Corey Isenor (Quinn West Jan 21©themarophoto)

New Music: Corey Isenor’s ‘A Painted Portrait (Of The Classic Ruse)’

Corey Isenor’s new album. ‘A Painted Portrait (Of The Classic Ruse)‘, is awash with a soothing woodsy aesthetic: warm, but clear, like the transition from summer to fall. It is not, however, so still as to be sleep-inducing—there are plenty of up-tempo songs and thoughtful lyrics to hold one’s interest.

The initial appearance of warm, floating strings on the first track act as a promise: the listener will experience the comforting satisfaction of a good folk song. Isenor’s fans can look forward to a fresh sound.

“Over the past couple of years I was writing the songs from a new perspective and I found a better range for my voice and became a lot more comfortable with singing,” says Isenor. “This lent itself really well to the new kinds of songs I was writing and focused me on what kinds of songs I wanted to write.”

Those hearing Isenor for the first time have the privilege of hearing him in his prime—dynamic and perfectly folksy.

Many of the tracks have a distinctly Maritime aesthetic, but it’s charming rather than heavy-handed. ‘Losing my Mind’ deals with Maritime history: in particular, Isenor’s history. Particularly note-worthy lyrics debate, “Am I just another young blood, another come-from-away? When it was my elders that settled the bay. History is pain here, keep it for the fame, dear.”

According to Isenor, the song was inspired by his life (and the lives of his ancestors) in Nova Scotia. “When I moved [to the South Shore], I looked into my family history a bit and found out that most of the Isenor (formerly Eisenhauer) lineage came right out of the Lunenburg and Mahone Bay area. I was even able to track down a gravestone in Mahone Bay that marks my great-grand father’s grave 6 generations back; it’s the oldest gravestone in the cemetery and has a plaque stating so.”
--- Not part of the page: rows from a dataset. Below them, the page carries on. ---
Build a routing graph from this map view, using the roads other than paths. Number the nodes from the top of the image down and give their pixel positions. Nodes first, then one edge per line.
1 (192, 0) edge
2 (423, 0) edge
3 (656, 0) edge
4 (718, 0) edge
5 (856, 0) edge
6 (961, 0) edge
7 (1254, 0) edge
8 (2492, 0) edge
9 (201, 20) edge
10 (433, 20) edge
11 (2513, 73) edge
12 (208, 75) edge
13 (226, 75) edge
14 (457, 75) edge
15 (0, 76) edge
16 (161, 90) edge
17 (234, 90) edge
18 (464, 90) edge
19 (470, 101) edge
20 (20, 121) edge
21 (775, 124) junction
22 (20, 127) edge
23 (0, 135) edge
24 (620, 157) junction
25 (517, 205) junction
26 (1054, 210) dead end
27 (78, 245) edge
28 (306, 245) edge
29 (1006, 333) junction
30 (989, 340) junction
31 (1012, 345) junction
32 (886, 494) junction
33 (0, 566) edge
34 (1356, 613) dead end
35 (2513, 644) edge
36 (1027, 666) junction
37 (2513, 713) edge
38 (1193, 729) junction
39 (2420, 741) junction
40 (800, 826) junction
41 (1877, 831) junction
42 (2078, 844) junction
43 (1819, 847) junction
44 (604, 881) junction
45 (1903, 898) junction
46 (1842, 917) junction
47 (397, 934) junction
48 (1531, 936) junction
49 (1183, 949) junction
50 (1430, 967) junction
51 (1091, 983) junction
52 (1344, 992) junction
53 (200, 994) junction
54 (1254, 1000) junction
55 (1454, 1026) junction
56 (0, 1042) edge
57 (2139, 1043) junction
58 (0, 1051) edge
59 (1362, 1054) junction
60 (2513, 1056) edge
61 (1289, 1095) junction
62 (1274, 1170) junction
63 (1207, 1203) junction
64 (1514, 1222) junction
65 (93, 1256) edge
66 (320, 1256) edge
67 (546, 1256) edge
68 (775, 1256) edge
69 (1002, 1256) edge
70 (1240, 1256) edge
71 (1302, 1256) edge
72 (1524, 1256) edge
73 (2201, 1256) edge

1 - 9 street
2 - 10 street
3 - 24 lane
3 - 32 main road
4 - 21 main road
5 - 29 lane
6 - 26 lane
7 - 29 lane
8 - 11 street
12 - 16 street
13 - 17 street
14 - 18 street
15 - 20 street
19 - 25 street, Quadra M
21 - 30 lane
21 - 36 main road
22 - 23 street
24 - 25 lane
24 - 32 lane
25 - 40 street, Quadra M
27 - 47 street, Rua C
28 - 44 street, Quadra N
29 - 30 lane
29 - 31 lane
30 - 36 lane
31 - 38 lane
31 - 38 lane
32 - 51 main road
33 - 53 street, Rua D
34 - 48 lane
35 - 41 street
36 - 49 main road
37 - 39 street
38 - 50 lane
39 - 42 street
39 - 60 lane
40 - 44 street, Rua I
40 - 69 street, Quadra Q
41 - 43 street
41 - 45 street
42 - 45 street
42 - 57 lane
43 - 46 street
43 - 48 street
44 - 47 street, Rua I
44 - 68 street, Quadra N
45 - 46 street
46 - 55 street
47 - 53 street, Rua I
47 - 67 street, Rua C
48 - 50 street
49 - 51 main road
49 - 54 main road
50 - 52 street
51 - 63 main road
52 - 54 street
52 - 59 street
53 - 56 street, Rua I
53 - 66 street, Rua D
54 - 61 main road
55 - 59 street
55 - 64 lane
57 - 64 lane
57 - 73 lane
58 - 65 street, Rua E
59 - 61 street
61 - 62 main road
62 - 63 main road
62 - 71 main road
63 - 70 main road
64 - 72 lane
Similarly, ‘Ferry Tale’ deals with life by the water, in this case, the simple act of catching the ferry. The trip may not go off without a hitch, however, as “somewhat reliable describes the schedule when operating at its peak.” Isenor adeptly captures the traveller’s anticipation of wanting to be somewhere else, but being faced with naturally-imposed delays (a common Maritime experience).

A Painted Portrait’s gorgeously rural themes really shine on the album’s two instrumental tracks, ‘Burning the Hickory’ and ‘The Dark Horse’. Isenor’s country influences are out in full force on ‘The Navy Blues’, where you’ll find the lyrics which have given the album its name. ‘Diamonds on the Moon’ features some interesting collaborators—a flock of geese, their calls weaving in and out through the song as the geese themselves would be seen in flight: every so often, in between trees. Flute trills only enhance the borderline-mythical soundscape. The album is the lovechild of various musically-inclined brains.

“Once it came time to record the album, I found myself really exploring how lush and dynamic the songs could be and that led to inviting many people to perform on the record. The more ideas we brought to the table, the better the songs sounded.”

In spite of this, it still manages to be entirely cohesive. Isenor’s A Painted Portrait is a delicious exploration of Canadiana, and certainly a compelling contribution to Maritime musical history.